Air Quality and Greenhouse Gas Reduction
Since the 1970s, air quality throughout the Bay Area has improved significantly as a result of federal clean air regulations and vigorous efforts of the Bay Area Air Quality Management District to implement air quality improvement goals. However, the twentieth century brought forward new concerns about pollutant emissions in the form of greenhouse gases, which climate scientists indicate are a major source of global climate change. And while greenhouse gas reduction remains a regional and global issue, each jurisdiction in the Bay Area (and California) is obligated to define and implement strategies to reduce localized greenhouse gas emissions, with the aim to achieve the statewide reductions established by the Global Warming Solutions Act of 2006 and related legislation.
Burlingame first addressed greenhouse gas emission in its 2009 Climate Action Plan (CAP). The CAP set a framework for reducing greenhouse gas emissions, and the City has made considerable progress over the years in climate actions and sustainability. This General Plan serves as an opportunity to assess the City’s greenhouse gas reduction progress and update the CAP. The General Plan is built upon a strong sustainable development foundation that will move Burlingame forward in reducing greenhouse gas emissions and meet updated reduction targets. The CAP compiles all the climate action related goals and policies found throughout these chapters into a one-stop climate action plan. The CAP also incorporates the climate change environmental analysis from the General Plan’s environmental impact report (EIR), including Burlingame’s greenhouse gas emission inventory and quantified emission reduction measures.
The following goals and policies will help reduce greenhouse gas emissions and other air pollutants.
Achieve greenhouse gas emissions reductions consistent with State goals.
Prepare an Electric Vehicle Strategic Plan to support and expand Burlingame’s electric vehicle network and public charging stations. Establish parking standards that prioritize electric vehicle spaces. Require new residential developments to install or be pre-wired for electric vehicle charging stations.
Support energy efficiency improvements in the aging building stock citywide. Encourage energy efficiency audits and upgrades at the time of sale for existing homes and buildings. Host energy efficiency workshops, and distribute information to property owners, tenants, and residents. Publicize available programs such as PACE financing and San Mateo Energy Watch programs. Incentivize low-cost retrofits to residents and businesses.
Minimize exposure of residents and employees of local businesses to harmful air pollutants.
Work with local businesses, industries, and developers to reduce the impact of stationary and mobile sources of pollution.
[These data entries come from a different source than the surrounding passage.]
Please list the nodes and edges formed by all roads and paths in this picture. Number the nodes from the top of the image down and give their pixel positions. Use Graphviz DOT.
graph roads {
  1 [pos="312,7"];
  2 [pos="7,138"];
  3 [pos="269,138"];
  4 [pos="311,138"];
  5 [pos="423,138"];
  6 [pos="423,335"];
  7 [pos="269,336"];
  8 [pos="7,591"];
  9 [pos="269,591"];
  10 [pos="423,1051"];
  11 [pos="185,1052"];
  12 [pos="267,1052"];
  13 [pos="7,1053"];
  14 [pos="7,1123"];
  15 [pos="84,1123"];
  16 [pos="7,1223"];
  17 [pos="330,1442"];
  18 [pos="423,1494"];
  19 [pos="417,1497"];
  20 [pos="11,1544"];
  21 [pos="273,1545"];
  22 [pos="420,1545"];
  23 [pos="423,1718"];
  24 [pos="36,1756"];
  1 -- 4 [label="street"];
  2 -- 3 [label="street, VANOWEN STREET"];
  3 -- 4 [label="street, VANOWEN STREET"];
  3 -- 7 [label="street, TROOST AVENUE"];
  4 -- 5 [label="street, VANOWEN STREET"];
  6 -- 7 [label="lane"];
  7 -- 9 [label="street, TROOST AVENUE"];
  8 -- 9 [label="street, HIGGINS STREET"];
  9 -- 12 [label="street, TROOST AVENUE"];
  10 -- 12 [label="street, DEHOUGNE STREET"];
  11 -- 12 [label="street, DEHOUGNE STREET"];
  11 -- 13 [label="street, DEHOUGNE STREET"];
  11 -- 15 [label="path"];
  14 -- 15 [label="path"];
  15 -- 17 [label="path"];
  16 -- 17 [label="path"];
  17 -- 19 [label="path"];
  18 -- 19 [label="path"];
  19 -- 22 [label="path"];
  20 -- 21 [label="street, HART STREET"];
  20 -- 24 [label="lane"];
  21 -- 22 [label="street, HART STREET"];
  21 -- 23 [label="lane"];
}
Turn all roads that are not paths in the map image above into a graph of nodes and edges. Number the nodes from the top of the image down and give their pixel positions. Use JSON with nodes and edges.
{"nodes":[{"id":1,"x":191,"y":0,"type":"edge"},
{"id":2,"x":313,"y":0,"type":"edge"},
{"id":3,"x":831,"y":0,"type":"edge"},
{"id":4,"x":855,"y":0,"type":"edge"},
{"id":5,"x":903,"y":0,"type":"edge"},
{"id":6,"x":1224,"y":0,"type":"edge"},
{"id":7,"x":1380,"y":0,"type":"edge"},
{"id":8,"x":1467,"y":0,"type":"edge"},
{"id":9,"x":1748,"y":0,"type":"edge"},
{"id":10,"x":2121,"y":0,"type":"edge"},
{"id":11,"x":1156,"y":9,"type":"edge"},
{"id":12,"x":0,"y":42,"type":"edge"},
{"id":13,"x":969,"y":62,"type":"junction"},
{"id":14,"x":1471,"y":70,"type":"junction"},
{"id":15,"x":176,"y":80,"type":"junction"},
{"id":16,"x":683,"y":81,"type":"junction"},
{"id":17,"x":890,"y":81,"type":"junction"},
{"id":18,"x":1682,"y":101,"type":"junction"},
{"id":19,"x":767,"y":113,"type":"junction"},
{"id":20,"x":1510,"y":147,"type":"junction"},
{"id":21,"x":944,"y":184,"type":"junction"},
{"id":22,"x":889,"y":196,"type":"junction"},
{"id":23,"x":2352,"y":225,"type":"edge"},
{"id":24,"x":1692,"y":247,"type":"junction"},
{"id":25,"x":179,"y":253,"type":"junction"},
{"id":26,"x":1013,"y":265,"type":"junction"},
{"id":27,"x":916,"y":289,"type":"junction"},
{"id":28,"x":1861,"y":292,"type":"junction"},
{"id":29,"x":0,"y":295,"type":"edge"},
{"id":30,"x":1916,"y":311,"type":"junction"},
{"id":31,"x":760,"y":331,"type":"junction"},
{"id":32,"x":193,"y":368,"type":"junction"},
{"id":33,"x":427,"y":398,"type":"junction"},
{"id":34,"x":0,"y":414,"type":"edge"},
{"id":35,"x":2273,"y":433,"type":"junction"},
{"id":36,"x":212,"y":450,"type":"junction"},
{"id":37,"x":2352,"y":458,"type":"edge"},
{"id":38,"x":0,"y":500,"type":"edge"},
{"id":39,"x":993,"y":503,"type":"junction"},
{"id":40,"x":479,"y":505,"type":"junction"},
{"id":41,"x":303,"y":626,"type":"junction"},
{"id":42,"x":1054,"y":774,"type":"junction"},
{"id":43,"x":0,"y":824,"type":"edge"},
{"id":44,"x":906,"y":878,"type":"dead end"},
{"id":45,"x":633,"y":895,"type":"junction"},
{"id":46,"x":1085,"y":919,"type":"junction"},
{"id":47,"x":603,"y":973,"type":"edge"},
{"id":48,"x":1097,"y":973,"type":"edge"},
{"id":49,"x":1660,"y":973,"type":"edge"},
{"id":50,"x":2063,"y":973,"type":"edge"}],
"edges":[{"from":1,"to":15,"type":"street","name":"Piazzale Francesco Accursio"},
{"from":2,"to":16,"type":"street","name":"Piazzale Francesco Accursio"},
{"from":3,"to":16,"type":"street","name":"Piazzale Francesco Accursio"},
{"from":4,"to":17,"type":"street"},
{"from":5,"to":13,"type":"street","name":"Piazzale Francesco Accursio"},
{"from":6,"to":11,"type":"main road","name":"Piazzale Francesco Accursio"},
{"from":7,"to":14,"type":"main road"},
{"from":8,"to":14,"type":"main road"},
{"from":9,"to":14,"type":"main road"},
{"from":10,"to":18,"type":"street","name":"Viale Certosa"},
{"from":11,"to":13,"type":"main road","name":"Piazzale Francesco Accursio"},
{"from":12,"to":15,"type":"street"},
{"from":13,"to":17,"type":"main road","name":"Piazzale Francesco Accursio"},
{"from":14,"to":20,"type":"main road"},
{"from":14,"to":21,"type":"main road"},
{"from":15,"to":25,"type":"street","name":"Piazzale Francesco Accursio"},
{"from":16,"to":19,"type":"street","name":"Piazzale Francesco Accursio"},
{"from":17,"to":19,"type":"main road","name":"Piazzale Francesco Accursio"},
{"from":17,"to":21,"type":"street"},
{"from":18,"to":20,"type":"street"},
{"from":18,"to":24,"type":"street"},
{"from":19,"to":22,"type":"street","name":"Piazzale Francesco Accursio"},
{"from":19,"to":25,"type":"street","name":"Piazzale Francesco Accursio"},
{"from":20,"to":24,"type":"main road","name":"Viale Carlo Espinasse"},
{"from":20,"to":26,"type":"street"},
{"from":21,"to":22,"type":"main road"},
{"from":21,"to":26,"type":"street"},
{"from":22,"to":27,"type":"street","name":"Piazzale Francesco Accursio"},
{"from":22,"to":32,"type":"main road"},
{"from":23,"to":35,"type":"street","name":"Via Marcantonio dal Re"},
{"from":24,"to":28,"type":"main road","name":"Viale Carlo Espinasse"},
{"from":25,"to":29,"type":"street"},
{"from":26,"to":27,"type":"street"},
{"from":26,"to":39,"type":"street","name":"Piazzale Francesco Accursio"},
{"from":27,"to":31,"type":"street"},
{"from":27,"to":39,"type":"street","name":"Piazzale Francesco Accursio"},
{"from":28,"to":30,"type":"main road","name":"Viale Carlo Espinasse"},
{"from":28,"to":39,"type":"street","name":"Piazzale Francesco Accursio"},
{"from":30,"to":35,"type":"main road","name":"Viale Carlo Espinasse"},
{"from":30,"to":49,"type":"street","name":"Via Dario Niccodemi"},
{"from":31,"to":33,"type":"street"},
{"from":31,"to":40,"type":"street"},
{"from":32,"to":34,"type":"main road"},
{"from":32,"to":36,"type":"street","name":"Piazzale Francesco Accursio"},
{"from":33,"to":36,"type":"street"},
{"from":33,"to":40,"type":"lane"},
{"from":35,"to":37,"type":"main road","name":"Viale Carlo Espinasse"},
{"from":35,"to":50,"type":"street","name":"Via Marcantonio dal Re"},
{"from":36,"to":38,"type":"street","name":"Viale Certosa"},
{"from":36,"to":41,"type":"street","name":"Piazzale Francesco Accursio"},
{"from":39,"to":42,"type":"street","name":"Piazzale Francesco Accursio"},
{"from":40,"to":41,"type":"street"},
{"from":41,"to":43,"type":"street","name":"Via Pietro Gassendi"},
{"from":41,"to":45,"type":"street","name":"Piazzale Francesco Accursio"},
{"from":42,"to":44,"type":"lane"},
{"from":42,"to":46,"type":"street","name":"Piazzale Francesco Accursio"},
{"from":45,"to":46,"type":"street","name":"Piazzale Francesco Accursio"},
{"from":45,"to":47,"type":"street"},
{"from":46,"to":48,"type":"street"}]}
Ensure that new development does not create cumulative net increases in air pollution, and require Transportation Demand Management Techniques (TDM) when air quality impacts are unavoidable.
Require that developers mitigate impacts on indoor air quality for new residential and commercial developments, particularly along higher-density corridors, near industrial uses, and along the freeway and rail line, such as in North Burlingame, along Rollins Road, and in Downtown. Potential mitigation strategies include installing air filters (MERV 13 or higher), building sound walls, and planting vegetation and trees as pollution buffers.
Avoid locating stationary and mobile sources of air pollution near sensitive uses such as residences, schools, childcare facilities, healthcare facilities, and senior living facilities. Where adjacencies exist, include site planning and building features that minimize potential conflicts and impacts.
Avoid locating residential developments and other sensitive uses near significant pollution sources such as freeways and large stationary source emitters. Require Bay Area Air Quality Management District recommended procedures for air modeling and health risk assessment for new sensitive land uses located near sources of toxic air contaminants.
Place sensitive uses within development projects (e.g. residences, daycares, medical clinics) as far away from emission sources (including loading docks, busy roads, stationary sources) as possible. Design open space, commercial buildings, or parking garages between sensitive land uses and air pollution sources as a buffer. Locate operable windows, balconies, and building air intakes far away from emission sources.
Require construction projects to implement the Bay Area Air Quality Management District’s Best Practices for Construction to reduce pollution from dust and exhaust as feasible; require construction projects to transition to electrically-powered construction equipment as it becomes available; and seek construction contractors who use alternative fuels in their equipment fleet.